Everyone remembers being finally allowed to move on to the young adult section of the library. You drink in the pages, fantasising about being like the sixteen-year-old heroes whose reckless lives are so different to yours. You tilt the book slightly closer to your chest as you read the inevitable kissing, or even sex, scene, trying to keep it from the view of intruding parents. Although relationships and sex are almost omnipresent on television and in films, the personal experience of reading makes these moments even more influential. Young adult novels have a duty to present these experiences in a certain way, to make them realistic, focusing on consent and trust.

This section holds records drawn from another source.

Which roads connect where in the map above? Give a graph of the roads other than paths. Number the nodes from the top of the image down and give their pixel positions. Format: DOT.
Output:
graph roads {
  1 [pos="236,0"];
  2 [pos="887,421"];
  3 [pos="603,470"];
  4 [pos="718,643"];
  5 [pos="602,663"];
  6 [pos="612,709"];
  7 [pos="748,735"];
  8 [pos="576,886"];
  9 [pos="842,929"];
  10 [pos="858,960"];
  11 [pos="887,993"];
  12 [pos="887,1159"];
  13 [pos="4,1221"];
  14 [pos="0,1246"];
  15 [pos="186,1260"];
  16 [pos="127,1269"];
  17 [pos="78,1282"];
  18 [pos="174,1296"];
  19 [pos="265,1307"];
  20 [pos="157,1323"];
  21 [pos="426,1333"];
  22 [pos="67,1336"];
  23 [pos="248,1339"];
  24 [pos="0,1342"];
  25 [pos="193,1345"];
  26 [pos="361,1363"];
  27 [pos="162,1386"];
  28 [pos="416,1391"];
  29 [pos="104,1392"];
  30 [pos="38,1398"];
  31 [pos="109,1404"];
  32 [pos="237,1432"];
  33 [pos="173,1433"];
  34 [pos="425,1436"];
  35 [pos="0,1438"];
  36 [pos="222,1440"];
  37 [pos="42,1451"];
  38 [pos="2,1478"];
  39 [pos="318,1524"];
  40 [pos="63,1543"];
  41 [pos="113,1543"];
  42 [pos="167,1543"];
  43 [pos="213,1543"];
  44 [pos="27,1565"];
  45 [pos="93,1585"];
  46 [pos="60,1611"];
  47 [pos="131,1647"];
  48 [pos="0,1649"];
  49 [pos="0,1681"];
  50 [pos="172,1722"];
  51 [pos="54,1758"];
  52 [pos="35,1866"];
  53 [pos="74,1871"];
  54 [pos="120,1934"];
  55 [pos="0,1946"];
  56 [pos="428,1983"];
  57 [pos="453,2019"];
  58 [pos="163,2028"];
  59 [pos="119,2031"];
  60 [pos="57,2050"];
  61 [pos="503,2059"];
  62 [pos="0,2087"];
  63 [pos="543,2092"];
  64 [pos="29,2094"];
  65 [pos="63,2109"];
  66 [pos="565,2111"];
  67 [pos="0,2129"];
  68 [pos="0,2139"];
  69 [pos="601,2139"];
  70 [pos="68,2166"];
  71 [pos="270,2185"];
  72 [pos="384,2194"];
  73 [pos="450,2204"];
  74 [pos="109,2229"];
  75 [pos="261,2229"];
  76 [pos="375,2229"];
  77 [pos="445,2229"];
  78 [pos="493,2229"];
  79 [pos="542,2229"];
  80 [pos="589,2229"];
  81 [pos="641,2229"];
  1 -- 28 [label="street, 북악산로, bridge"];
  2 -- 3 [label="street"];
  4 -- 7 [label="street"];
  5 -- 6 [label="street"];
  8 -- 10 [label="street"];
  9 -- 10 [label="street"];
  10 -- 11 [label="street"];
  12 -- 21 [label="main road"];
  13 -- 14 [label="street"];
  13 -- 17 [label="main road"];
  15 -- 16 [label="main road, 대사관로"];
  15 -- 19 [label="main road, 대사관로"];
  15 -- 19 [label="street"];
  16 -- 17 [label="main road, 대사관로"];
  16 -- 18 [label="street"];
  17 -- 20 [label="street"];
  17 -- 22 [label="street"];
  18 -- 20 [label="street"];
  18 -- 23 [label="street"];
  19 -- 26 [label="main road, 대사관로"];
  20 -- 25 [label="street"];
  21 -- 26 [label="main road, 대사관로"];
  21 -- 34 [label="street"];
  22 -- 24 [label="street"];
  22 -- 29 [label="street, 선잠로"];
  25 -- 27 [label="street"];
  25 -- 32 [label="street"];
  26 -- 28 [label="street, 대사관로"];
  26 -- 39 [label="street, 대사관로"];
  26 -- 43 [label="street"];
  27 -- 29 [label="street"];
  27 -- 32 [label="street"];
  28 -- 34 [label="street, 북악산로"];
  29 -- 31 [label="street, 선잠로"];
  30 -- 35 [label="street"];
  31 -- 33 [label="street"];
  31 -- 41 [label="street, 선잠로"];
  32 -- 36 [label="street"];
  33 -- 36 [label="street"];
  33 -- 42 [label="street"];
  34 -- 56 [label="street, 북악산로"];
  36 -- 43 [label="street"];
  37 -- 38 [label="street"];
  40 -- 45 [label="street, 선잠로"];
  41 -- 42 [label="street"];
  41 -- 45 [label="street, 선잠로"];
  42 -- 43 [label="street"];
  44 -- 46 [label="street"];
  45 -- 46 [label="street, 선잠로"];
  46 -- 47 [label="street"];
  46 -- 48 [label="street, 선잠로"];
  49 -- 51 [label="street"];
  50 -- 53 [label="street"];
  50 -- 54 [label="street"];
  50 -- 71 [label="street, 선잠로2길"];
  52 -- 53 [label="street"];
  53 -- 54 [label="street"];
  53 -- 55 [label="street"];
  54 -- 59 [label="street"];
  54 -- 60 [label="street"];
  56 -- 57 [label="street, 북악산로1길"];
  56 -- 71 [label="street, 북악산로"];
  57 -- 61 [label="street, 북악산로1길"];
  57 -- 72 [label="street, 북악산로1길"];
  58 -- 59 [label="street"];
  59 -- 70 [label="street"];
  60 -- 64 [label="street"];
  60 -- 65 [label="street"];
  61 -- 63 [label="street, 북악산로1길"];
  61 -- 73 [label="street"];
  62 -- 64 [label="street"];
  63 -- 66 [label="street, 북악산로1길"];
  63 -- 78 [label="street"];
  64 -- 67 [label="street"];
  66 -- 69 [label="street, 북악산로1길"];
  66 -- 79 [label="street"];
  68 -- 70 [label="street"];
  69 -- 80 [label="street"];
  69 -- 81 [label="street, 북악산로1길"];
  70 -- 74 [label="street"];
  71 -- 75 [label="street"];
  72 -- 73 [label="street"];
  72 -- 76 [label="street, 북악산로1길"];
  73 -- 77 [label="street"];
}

The Noughts and Crosses series by Malorie Blackman sent waves through my generation of young teens. It challenged race issues in society in such a way that thousands of young adults now cannot look at ‘skin-coloured’ plasters without realising the privileges that are ongoing in our culture. The novel goes much further than being another easy-to-read, trashy teen book. It moulds and influences our perceptions of society. And this applies to everything that is published as young adult.
Double Cross, the fourth novel in this series, has a sex scene. The way Blackman uses it, however, dispels expectations set up by other young adult novels (think brooding, power-struggling vampires). The two protagonists have sex but the description is realistic and focuses on consent, without losing its romance—“It was awkward and fumbling but it did not matter.”
Blackman presents the first relations between these teenagers in a way that is believable and yet in no way vulgar. Pain and pleasure are depicted and yet this does not feel inappropriate for its target readership. Teenagers are active and engaged readers and presenting them with fallacy is not only dangerous but also unappealing. Clearly Blackman acknowledges her role as educator and influencer and it is this awareness that crafts a useful book. This is no Kamasutra sex guide, but rather a representation of what mutual respect and compassion can look like in a teenage relationship.
In 2015, John Green’s Looking for Alaska was the most disputed book in American school libraries and has since been banned from many. This is due to its ‘sexually explicit’ content. However, as Green himself has admitted, the scene in question is written in a dry, cold manner with a single adjective, “nervous”. Far from trying to incite sexual promiscuity in young teenagers, Green’s novel is a rebuttal of the way that sex and relationships in young adult fiction are often idealised or romanticised to the point of being destructive. Attempting to hide such matters from teenagers is ignorant and harmful—it is called young adult fiction for a reason. In a world irrevocably influenced by social media, by films, and by gossip, and in which sex education is undoubtedly lacking, young adult fiction plays an important role and so has a critical responsibility.
It is easy to turn our noses up at the awkward silences of Twilight or John Green’s novels that can seem like bound print outs of Tumblr quotes, but, like it or not, these books shape our lives and our expectations and at a particularly influential age. Writers should be aware of the way in which their work could influence a young person, and schools and parents have a responsibility to ensure that their children’s expectations are realistic, healthy, and safe.